Required action: Your output should be the entries below, from the first line up to and including the line with "Road topology of", reproduced exactly and with no other lines.

───── Records ─────

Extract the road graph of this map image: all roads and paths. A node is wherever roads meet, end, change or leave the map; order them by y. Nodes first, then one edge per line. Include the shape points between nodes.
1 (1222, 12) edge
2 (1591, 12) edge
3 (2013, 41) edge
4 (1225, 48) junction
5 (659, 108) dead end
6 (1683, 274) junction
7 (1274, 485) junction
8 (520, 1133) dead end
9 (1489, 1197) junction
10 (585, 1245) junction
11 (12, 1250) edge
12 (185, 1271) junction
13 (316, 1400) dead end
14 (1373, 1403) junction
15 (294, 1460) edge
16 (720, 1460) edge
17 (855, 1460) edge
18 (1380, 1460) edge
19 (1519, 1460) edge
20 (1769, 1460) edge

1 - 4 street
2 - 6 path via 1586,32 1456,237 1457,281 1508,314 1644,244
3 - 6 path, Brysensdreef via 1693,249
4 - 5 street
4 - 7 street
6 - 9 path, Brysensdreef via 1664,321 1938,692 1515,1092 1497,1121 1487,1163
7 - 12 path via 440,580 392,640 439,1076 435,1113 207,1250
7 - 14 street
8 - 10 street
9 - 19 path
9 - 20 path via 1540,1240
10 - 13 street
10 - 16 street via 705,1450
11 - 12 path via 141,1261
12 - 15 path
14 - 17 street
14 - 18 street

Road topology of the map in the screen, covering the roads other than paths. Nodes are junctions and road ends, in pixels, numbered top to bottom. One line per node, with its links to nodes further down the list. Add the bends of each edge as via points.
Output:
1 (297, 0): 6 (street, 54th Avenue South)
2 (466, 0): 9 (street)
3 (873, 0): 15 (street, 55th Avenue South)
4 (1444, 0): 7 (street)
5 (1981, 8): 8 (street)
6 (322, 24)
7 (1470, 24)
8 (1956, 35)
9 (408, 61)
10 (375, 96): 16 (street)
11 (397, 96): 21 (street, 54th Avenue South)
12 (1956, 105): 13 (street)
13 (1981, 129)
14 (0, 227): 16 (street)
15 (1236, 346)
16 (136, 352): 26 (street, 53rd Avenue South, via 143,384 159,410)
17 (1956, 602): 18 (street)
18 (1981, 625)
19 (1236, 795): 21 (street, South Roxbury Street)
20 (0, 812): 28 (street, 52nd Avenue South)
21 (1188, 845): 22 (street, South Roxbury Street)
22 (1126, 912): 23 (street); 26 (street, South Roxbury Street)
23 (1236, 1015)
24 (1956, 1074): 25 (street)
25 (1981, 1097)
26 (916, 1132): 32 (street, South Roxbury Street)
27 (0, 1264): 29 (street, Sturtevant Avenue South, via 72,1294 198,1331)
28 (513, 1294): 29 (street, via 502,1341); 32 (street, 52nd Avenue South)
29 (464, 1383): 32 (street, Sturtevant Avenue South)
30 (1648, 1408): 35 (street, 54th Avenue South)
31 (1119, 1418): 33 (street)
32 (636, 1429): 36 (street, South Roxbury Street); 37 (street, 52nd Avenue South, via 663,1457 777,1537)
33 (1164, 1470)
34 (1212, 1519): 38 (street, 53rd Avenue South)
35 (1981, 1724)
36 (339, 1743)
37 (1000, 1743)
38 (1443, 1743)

─────

Response to the exercise:
Extract the road graph of this map image: all roads and paths. A node is wherever roads meet, end, change or leave the map; order them by y. Nodes first, then one edge per line. Include the shape points between nodes.
1 (1222, 12) edge
2 (1591, 12) edge
3 (2013, 41) edge
4 (1225, 48) junction
5 (659, 108) dead end
6 (1683, 274) junction
7 (1274, 485) junction
8 (520, 1133) dead end
9 (1489, 1197) junction
10 (585, 1245) junction
11 (12, 1250) edge
12 (185, 1271) junction
13 (316, 1400) dead end
14 (1373, 1403) junction
15 (294, 1460) edge
16 (720, 1460) edge
17 (855, 1460) edge
18 (1380, 1460) edge
19 (1519, 1460) edge
20 (1769, 1460) edge

1 - 4 street
2 - 6 path via 1586,32 1456,237 1457,281 1508,314 1644,244
3 - 6 path, Brysensdreef via 1693,249
4 - 5 street
4 - 7 street
6 - 9 path, Brysensdreef via 1664,321 1938,692 1515,1092 1497,1121 1487,1163
7 - 12 path via 440,580 392,640 439,1076 435,1113 207,1250
7 - 14 street
8 - 10 street
9 - 19 path
9 - 20 path via 1540,1240
10 - 13 street
10 - 16 street via 705,1450
11 - 12 path via 141,1261
12 - 15 path
14 - 17 street
14 - 18 street

Road topology of the map in the screen, covering the roads other than paths. Nodes are junctions and road ends, in pixels, numbered top to bottom. One line per node, with its links to nodes further down the list. Add the bends of each edge as via points.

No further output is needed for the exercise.